The Federal Reserve is expected to lower its main interest rate next month from its 23-year peak, which will impact consumers in various financial aspects like debt, savings, auto loans, and mortgages. The Fed is likely to carry out three quarter-point cuts – in September, November, and December, although more significant cuts are possible, according to experts.
Federal Reserve Chairman Jerome Powell stated during the Fed’s annual economic conference in Jackson Hole, Wyoming, that it is time for interest rate reduction, with the timing and pace of the cuts depending on incoming data and the economic outlook. Based on Powell’s speech and recent economic indicators, the central bank is anticipated to lower its key rate by 0.25% next month, with further cuts expected in the following months.
For savers, it is advisable to secure favorable yields now as the expected rate cuts take effect, advised Greg McBride, Bankrate’s chief credit analyst. Locking in Certificates of Deposit or bonds promptly is recommended, especially for those nearing retirement, to benefit from the current comparatively high rates.

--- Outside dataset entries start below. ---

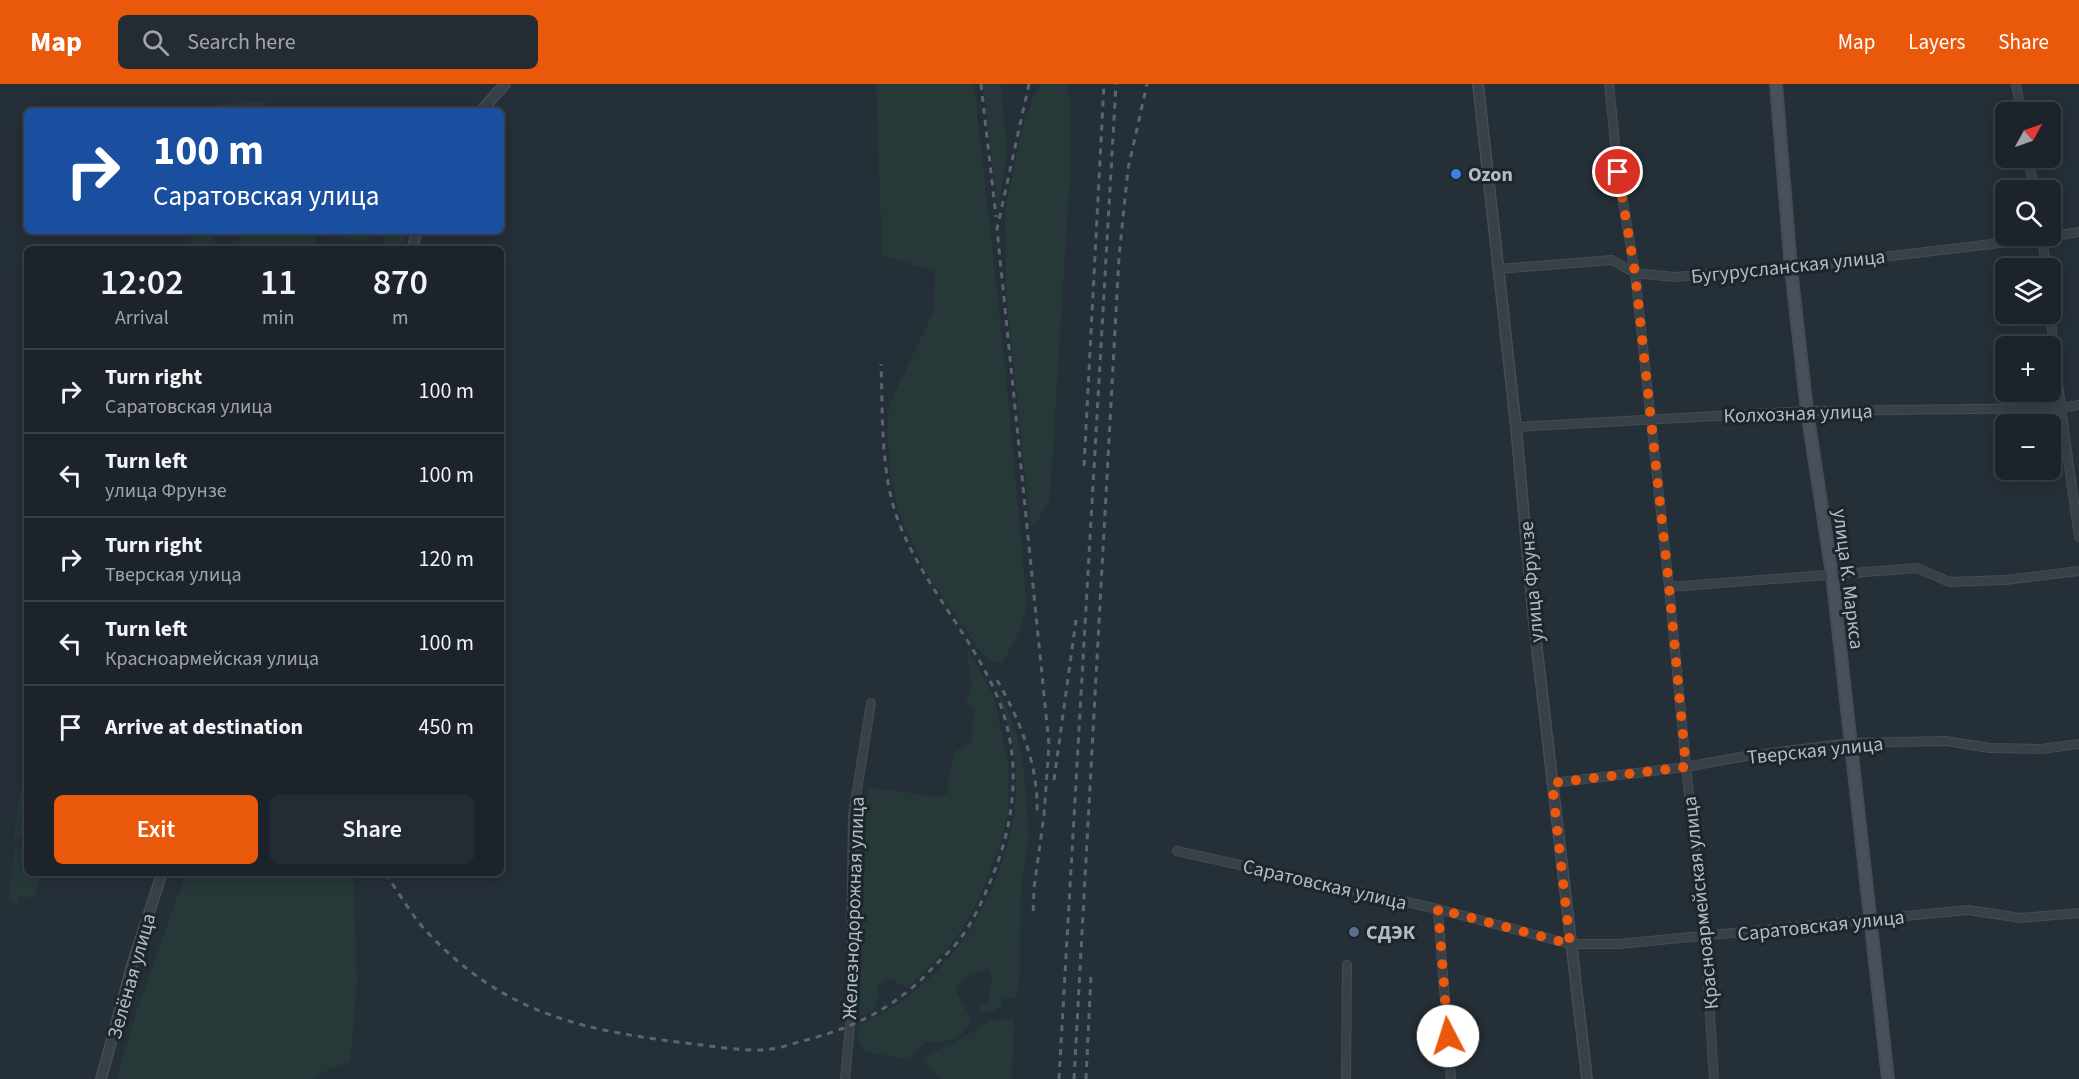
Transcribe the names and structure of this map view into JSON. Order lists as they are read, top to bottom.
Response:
{
  "streets": {
    "main road": ["улица К. Маркса"],
    "street": [
      "Бугурусланская улица",
      "Колхозная улица",
      "улица Фрунзе",
      "Тверская улица",
      "Саратовская улица",
      "Красноармейская улица",
      "Железнодорожная улица",
      "Зелёная улица"
    ]
  },
  "crossings": [
    ["Бугурусланская улица", "улица К. Маркса"],
    ["Бугурусланская улица", "улица Фрунзе"],
    ["Бугурусланская улица", "Красноармейская улица"],
    ["Колхозная улица", "улица К. Маркса"],
    ["Колхозная улица", "улица Фрунзе"],
    ["Колхозная улица", "Красноармейская улица"],
    ["улица К. Маркса", "Тверская улица"],
    ["улица К. Маркса", "Саратовская улица"],
    ["улица Фрунзе", "Тверская улица"],
    ["улица Фрунзе", "Саратовская улица"],
    ["Тверская улица", "Красноармейская улица"],
    ["Саратовская улица", "Красноармейская улица"]
  ],
  "places": ["Ozon", "СДЭК"],
  "north": "top right",
  "page": {
    "header": "Map",
    "search": "Search here",
    "nav": ["Map", "Layers", "Share"],
    "map_buttons": ["+", "−"],
    "turn": ["100 m", "Саратовская улица"],
    "eta": [
      "12:02",
      "Arrival",
      "11",
      "min",
      "870",
      "m"
    ],
    "list": [
      {
        "name": "Turn right",
        "note": "Саратовская улица",
        "value": "100 m"
      },
      {
        "name": "Turn left",
        "note": "улица Фрунзе",
        "value": "100 m"
      },
      {
        "name": "Turn right",
        "note": "Тверская улица",
        "value": "120 m"
      },
      {
        "name": "Turn left",
        "note": "Красноармейская улица",
        "value": "100 m"
      },
      {
        "name": "Arrive at destination",
        "value": "450 m"
      }
    ],
    "buttons": ["Exit", "Share"]
  }
}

McBride emphasized that securing CDs now can provide a predictable interest income stream that may outpace inflation significantly.
Regarding credit card debt and borrowing, the rate cuts will eventually lead to more favorable rates for borrowers, though the impact may not be immediate. LendingTree’s Matt Schulz cautioned against expecting instant changes in credit card bills following the next Fed meeting, considering that rates are unlikely to drop rapidly. Exploring options like balance transfers or seeking lower-interest loans can be more effective in the short term than waiting for interest rates to decline.

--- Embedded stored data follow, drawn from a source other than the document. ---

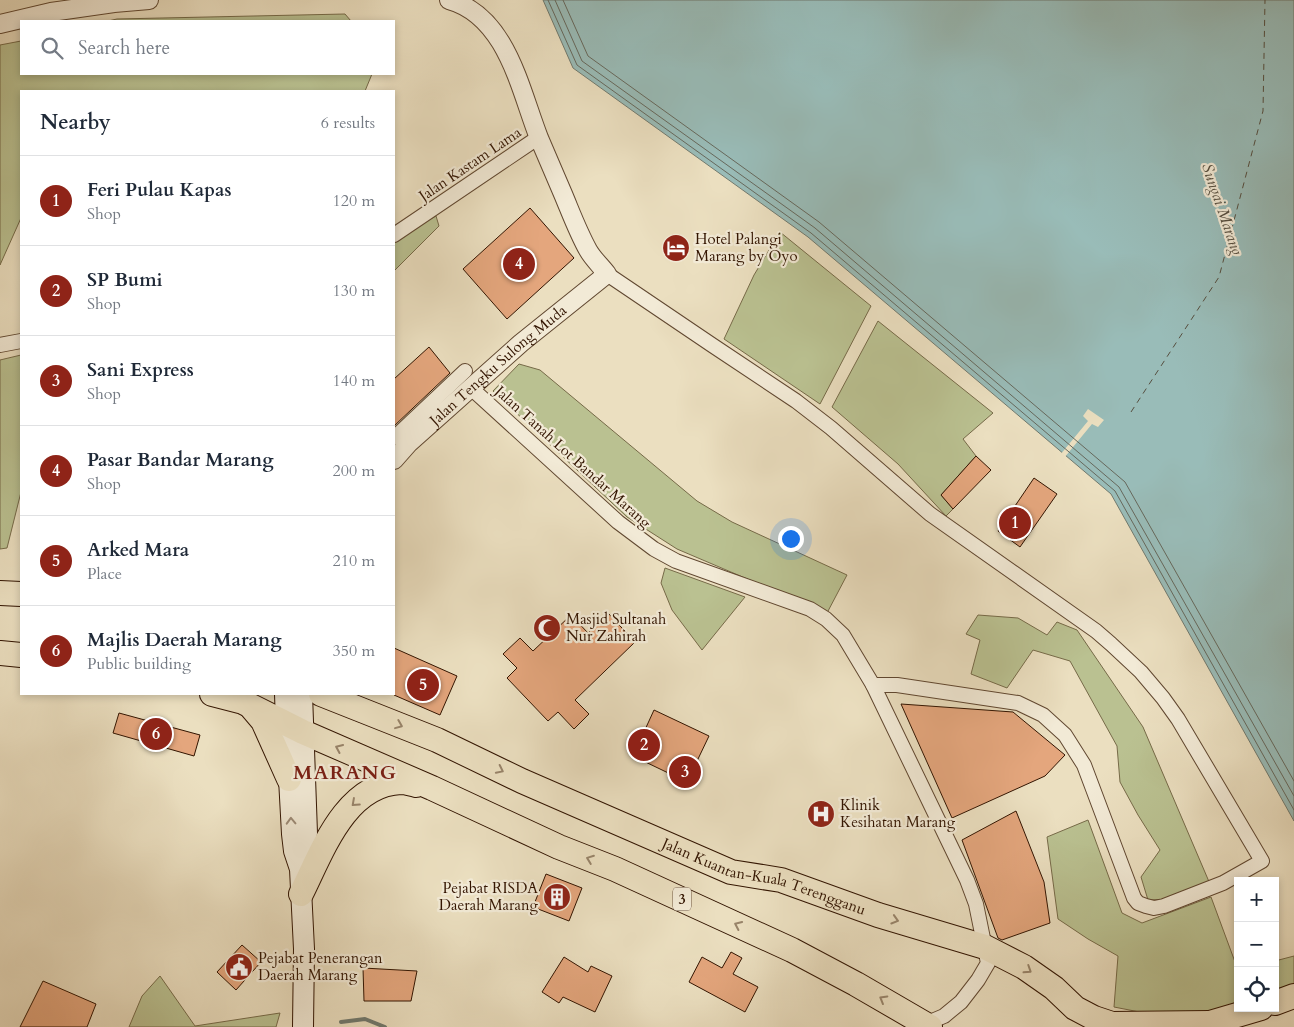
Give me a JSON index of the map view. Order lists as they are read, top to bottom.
{
  "streets": {
    "highway": ["Jalan Kuantan-Kuala Terengganu", "3"],
    "street": ["Jalan Kastam Lama", "Jalan Tengku Sulong Muda", "Jalan Tanah Lot Bandar Marang"]
  },
  "crossings": [
    ["Jalan Tengku Sulong Muda", "Jalan Tanah Lot Bandar Marang"],
    ["Jalan Tanah Lot Bandar Marang", "Jalan Kuantan-Kuala Terengganu"],
    ["Jalan Tanah Lot Bandar Marang", "3"]
  ],
  "districts": ["MARANG"],
  "water": ["Sungai Marang"],
  "places": {
    "hotel": ["Hotel Palangi Marang by Oyo"],
    "mosque": ["Masjid Sultanah Nur Zahirah"],
    "hospital": ["Klinik Kesihatan Marang"],
    "building": ["Pejabat RISDA Daerah Marang"],
    "public building": ["Pejabat Penerangan Daerah Marang"]
  },
  "page": {
    "search": "Search here",
    "heading": ["Nearby", "6 results"],
    "list": [
      {
        "mark": "1",
        "name": "Feri Pulau Kapas",
        "note": "Shop",
        "value": "120 m"
      },
      {
        "mark": "2",
        "name": "SP Bumi",
        "note": "Shop",
        "value": "130 m"
      },
      {
        "mark": "3",
        "name": "Sani Express",
        "note": "Shop",
        "value": "140 m"
      },
      {
        "mark": "4",
        "name": "Pasar Bandar Marang",
        "note": "Shop",
        "value": "200 m"
      },
      {
        "mark": "5",
        "name": "Arked Mara",
        "note": "Place",
        "value": "210 m"
      },
      {
        "mark": "6",
        "name": "Majlis Daerah Marang",
        "note": "Public building",
        "value": "350 m"
      }
    ],
    "pins": [
      "4",
      "1",
      "5",
      "6",
      "2",
      "3"
    ],
    "map_buttons": ["+", "−"]
  }
}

In terms of mortgages, while the Federal Reserve’s benchmark rate does not directly dictate mortgage rates, they are influenced by it, noted LendingTree economist Jacob Channel. Mortgage rates have already decreased in anticipation of the Fed’s impending cut. Industry experts like Melissa Cohn of William Raveis Mortgage stressed that the Fed’s signal to the market is crucial, possibly prompting more potential buyers to consider refinancing their mortgages and entering the real estate market.
Auto loans are also expected to see lower rates following the rate cuts, encouraging borrowers to shop around for better deals. Bankrate’s McBride emphasized the importance of saving and making substantial down payments, especially for individuals with less robust credit profiles. Despite overall positive economic indicators like moderate inflation and strong retail sales, uncertainties remain related to hiring rates and job market stability, which could influence the Fed’s future rate adjustments beyond September.